(Collected data entries)
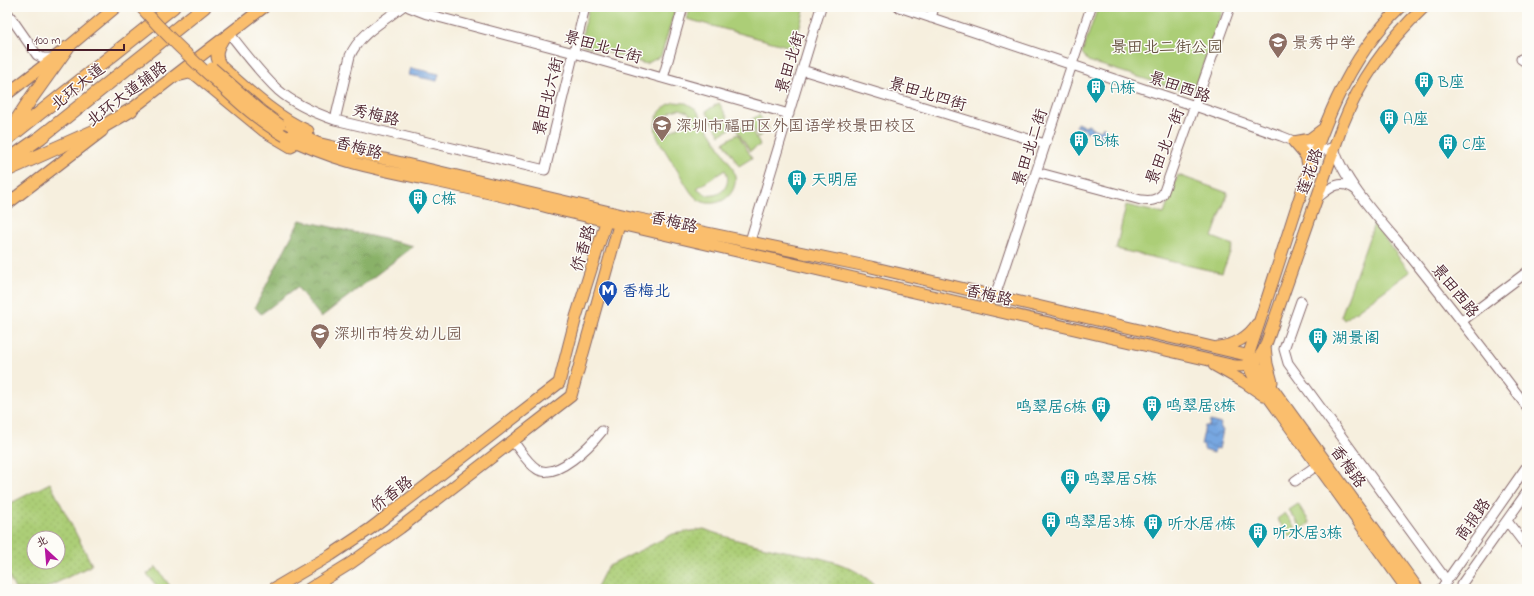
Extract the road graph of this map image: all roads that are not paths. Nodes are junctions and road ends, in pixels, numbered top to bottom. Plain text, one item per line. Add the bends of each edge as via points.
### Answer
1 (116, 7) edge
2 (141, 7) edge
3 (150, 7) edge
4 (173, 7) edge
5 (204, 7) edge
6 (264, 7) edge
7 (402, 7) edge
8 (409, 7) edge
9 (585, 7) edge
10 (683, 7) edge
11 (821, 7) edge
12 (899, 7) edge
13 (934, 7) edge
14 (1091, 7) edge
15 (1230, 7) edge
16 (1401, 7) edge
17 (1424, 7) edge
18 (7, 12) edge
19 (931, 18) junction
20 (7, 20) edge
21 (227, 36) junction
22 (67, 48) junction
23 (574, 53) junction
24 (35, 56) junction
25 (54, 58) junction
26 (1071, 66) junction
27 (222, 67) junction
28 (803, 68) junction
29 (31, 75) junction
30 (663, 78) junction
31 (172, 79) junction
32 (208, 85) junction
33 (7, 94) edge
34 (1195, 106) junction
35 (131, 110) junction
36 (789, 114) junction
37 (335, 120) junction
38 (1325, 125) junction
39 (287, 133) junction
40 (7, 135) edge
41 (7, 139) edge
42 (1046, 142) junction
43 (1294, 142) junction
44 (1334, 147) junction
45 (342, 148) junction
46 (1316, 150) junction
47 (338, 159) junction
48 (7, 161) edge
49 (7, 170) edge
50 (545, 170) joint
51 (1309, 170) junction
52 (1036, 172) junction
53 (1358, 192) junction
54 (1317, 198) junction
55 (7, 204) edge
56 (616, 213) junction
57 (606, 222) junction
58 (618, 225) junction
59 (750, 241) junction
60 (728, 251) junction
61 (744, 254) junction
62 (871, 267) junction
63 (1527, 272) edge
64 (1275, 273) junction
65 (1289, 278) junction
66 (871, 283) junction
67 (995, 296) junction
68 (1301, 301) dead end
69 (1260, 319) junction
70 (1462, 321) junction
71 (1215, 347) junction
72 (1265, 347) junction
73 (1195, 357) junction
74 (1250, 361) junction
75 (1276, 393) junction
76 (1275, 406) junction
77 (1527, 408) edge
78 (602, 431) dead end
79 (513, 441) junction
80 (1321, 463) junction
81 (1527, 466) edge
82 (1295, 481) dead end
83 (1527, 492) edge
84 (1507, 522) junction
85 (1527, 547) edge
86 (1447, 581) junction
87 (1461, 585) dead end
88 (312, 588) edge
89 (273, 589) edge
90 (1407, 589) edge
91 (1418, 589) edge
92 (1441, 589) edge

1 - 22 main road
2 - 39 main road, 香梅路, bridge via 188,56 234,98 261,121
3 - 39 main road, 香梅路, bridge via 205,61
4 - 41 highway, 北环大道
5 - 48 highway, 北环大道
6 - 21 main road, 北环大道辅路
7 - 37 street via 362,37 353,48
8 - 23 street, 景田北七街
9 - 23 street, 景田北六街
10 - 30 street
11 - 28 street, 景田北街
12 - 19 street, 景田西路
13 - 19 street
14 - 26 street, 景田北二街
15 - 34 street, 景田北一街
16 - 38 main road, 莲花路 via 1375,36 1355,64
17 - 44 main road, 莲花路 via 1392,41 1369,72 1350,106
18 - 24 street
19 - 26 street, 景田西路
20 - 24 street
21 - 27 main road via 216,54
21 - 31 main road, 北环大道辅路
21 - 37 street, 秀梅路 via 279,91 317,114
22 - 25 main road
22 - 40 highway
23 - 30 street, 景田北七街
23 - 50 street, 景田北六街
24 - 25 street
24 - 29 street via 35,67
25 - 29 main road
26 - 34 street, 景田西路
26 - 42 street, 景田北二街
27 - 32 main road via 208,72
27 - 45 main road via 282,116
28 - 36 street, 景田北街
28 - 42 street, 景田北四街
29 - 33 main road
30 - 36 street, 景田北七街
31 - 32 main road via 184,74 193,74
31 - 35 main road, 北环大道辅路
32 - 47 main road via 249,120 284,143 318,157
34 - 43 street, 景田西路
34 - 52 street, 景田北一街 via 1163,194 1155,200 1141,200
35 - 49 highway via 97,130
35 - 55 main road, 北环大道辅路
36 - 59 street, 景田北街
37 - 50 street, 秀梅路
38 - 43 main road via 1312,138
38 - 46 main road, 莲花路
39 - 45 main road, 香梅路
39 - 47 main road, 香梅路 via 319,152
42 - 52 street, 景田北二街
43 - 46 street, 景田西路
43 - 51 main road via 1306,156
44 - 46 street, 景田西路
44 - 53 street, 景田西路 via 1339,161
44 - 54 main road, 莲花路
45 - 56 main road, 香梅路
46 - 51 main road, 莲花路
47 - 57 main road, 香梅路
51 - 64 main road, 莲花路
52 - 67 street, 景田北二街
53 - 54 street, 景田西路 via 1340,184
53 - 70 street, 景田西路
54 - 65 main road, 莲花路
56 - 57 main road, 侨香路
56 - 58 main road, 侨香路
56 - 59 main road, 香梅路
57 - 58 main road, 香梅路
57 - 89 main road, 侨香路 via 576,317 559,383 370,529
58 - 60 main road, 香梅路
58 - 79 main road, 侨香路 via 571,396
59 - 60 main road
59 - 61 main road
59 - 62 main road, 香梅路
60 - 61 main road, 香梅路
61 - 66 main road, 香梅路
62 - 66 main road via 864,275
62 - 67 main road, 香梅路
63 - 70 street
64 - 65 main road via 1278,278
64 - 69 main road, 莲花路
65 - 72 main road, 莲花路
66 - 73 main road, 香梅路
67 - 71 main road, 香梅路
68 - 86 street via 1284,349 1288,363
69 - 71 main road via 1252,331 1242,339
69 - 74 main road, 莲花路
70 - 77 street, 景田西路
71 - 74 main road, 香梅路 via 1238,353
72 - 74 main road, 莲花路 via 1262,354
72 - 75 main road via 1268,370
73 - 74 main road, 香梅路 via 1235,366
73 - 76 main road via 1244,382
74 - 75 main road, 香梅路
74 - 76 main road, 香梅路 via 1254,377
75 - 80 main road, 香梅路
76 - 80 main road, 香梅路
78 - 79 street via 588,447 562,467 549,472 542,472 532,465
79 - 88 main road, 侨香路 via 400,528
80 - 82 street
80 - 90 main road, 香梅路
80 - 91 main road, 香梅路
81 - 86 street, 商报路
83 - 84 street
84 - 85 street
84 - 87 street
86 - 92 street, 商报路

> _REQUIRED ACTION_
Only the text of the records above, copied exactly, should be returned; the pictures stay out.

> _ANSWER TO THE EXERCISE_
Extract the road graph of this map image: all roads that are not paths. Nodes are junctions and road ends, in pixels, numbered top to bottom. Plain text, one item per line. Add the bends of each edge as via points.
### Answer
1 (116, 7) edge
2 (141, 7) edge
3 (150, 7) edge
4 (173, 7) edge
5 (204, 7) edge
6 (264, 7) edge
7 (402, 7) edge
8 (409, 7) edge
9 (585, 7) edge
10 (683, 7) edge
11 (821, 7) edge
12 (899, 7) edge
13 (934, 7) edge
14 (1091, 7) edge
15 (1230, 7) edge
16 (1401, 7) edge
17 (1424, 7) edge
18 (7, 12) edge
19 (931, 18) junction
20 (7, 20) edge
21 (227, 36) junction
22 (67, 48) junction
23 (574, 53) junction
24 (35, 56) junction
25 (54, 58) junction
26 (1071, 66) junction
27 (222, 67) junction
28 (803, 68) junction
29 (31, 75) junction
30 (663, 78) junction
31 (172, 79) junction
32 (208, 85) junction
33 (7, 94) edge
34 (1195, 106) junction
35 (131, 110) junction
36 (789, 114) junction
37 (335, 120) junction
38 (1325, 125) junction
39 (287, 133) junction
40 (7, 135) edge
41 (7, 139) edge
42 (1046, 142) junction
43 (1294, 142) junction
44 (1334, 147) junction
45 (342, 148) junction
46 (1316, 150) junction
47 (338, 159) junction
48 (7, 161) edge
49 (7, 170) edge
50 (545, 170) joint
51 (1309, 170) junction
52 (1036, 172) junction
53 (1358, 192) junction
54 (1317, 198) junction
55 (7, 204) edge
56 (616, 213) junction
57 (606, 222) junction
58 (618, 225) junction
59 (750, 241) junction
60 (728, 251) junction
61 (744, 254) junction
62 (871, 267) junction
63 (1527, 272) edge
64 (1275, 273) junction
65 (1289, 278) junction
66 (871, 283) junction
67 (995, 296) junction
68 (1301, 301) dead end
69 (1260, 319) junction
70 (1462, 321) junction
71 (1215, 347) junction
72 (1265, 347) junction
73 (1195, 357) junction
74 (1250, 361) junction
75 (1276, 393) junction
76 (1275, 406) junction
77 (1527, 408) edge
78 (602, 431) dead end
79 (513, 441) junction
80 (1321, 463) junction
81 (1527, 466) edge
82 (1295, 481) dead end
83 (1527, 492) edge
84 (1507, 522) junction
85 (1527, 547) edge
86 (1447, 581) junction
87 (1461, 585) dead end
88 (312, 588) edge
89 (273, 589) edge
90 (1407, 589) edge
91 (1418, 589) edge
92 (1441, 589) edge

1 - 22 main road
2 - 39 main road, 香梅路, bridge via 188,56 234,98 261,121
3 - 39 main road, 香梅路, bridge via 205,61
4 - 41 highway, 北环大道
5 - 48 highway, 北环大道
6 - 21 main road, 北环大道辅路
7 - 37 street via 362,37 353,48
8 - 23 street, 景田北七街
9 - 23 street, 景田北六街
10 - 30 street
11 - 28 street, 景田北街
12 - 19 street, 景田西路
13 - 19 street
14 - 26 street, 景田北二街
15 - 34 street, 景田北一街
16 - 38 main road, 莲花路 via 1375,36 1355,64
17 - 44 main road, 莲花路 via 1392,41 1369,72 1350,106
18 - 24 street
19 - 26 street, 景田西路
20 - 24 street
21 - 27 main road via 216,54
21 - 31 main road, 北环大道辅路
21 - 37 street, 秀梅路 via 279,91 317,114
22 - 25 main road
22 - 40 highway
23 - 30 street, 景田北七街
23 - 50 street, 景田北六街
24 - 25 street
24 - 29 street via 35,67
25 - 29 main road
26 - 34 street, 景田西路
26 - 42 street, 景田北二街
27 - 32 main road via 208,72
27 - 45 main road via 282,116
28 - 36 street, 景田北街
28 - 42 street, 景田北四街
29 - 33 main road
30 - 36 street, 景田北七街
31 - 32 main road via 184,74 193,74
31 - 35 main road, 北环大道辅路
32 - 47 main road via 249,120 284,143 318,157
34 - 43 street, 景田西路
34 - 52 street, 景田北一街 via 1163,194 1155,200 1141,200
35 - 49 highway via 97,130
35 - 55 main road, 北环大道辅路
36 - 59 street, 景田北街
37 - 50 street, 秀梅路
38 - 43 main road via 1312,138
38 - 46 main road, 莲花路
39 - 45 main road, 香梅路
39 - 47 main road, 香梅路 via 319,152
42 - 52 street, 景田北二街
43 - 46 street, 景田西路
43 - 51 main road via 1306,156
44 - 46 street, 景田西路
44 - 53 street, 景田西路 via 1339,161
44 - 54 main road, 莲花路
45 - 56 main road, 香梅路
46 - 51 main road, 莲花路
47 - 57 main road, 香梅路
51 - 64 main road, 莲花路
52 - 67 street, 景田北二街
53 - 54 street, 景田西路 via 1340,184
53 - 70 street, 景田西路
54 - 65 main road, 莲花路
56 - 57 main road, 侨香路
56 - 58 main road, 侨香路
56 - 59 main road, 香梅路
57 - 58 main road, 香梅路
57 - 89 main road, 侨香路 via 576,317 559,383 370,529
58 - 60 main road, 香梅路
58 - 79 main road, 侨香路 via 571,396
59 - 60 main road
59 - 61 main road
59 - 62 main road, 香梅路
60 - 61 main road, 香梅路
61 - 66 main road, 香梅路
62 - 66 main road via 864,275
62 - 67 main road, 香梅路
63 - 70 street
64 - 65 main road via 1278,278
64 - 69 main road, 莲花路
65 - 72 main road, 莲花路
66 - 73 main road, 香梅路
67 - 71 main road, 香梅路
68 - 86 street via 1284,349 1288,363
69 - 71 main road via 1252,331 1242,339
69 - 74 main road, 莲花路
70 - 77 street, 景田西路
71 - 74 main road, 香梅路 via 1238,353
72 - 74 main road, 莲花路 via 1262,354
72 - 75 main road via 1268,370
73 - 74 main road, 香梅路 via 1235,366
73 - 76 main road via 1244,382
74 - 75 main road, 香梅路
74 - 76 main road, 香梅路 via 1254,377
75 - 80 main road, 香梅路
76 - 80 main road, 香梅路
78 - 79 street via 588,447 562,467 549,472 542,472 532,465
79 - 88 main road, 侨香路 via 400,528
80 - 82 street
80 - 90 main road, 香梅路
80 - 91 main road, 香梅路
81 - 86 street, 商报路
83 - 84 street
84 - 85 street
84 - 87 street
86 - 92 street, 商报路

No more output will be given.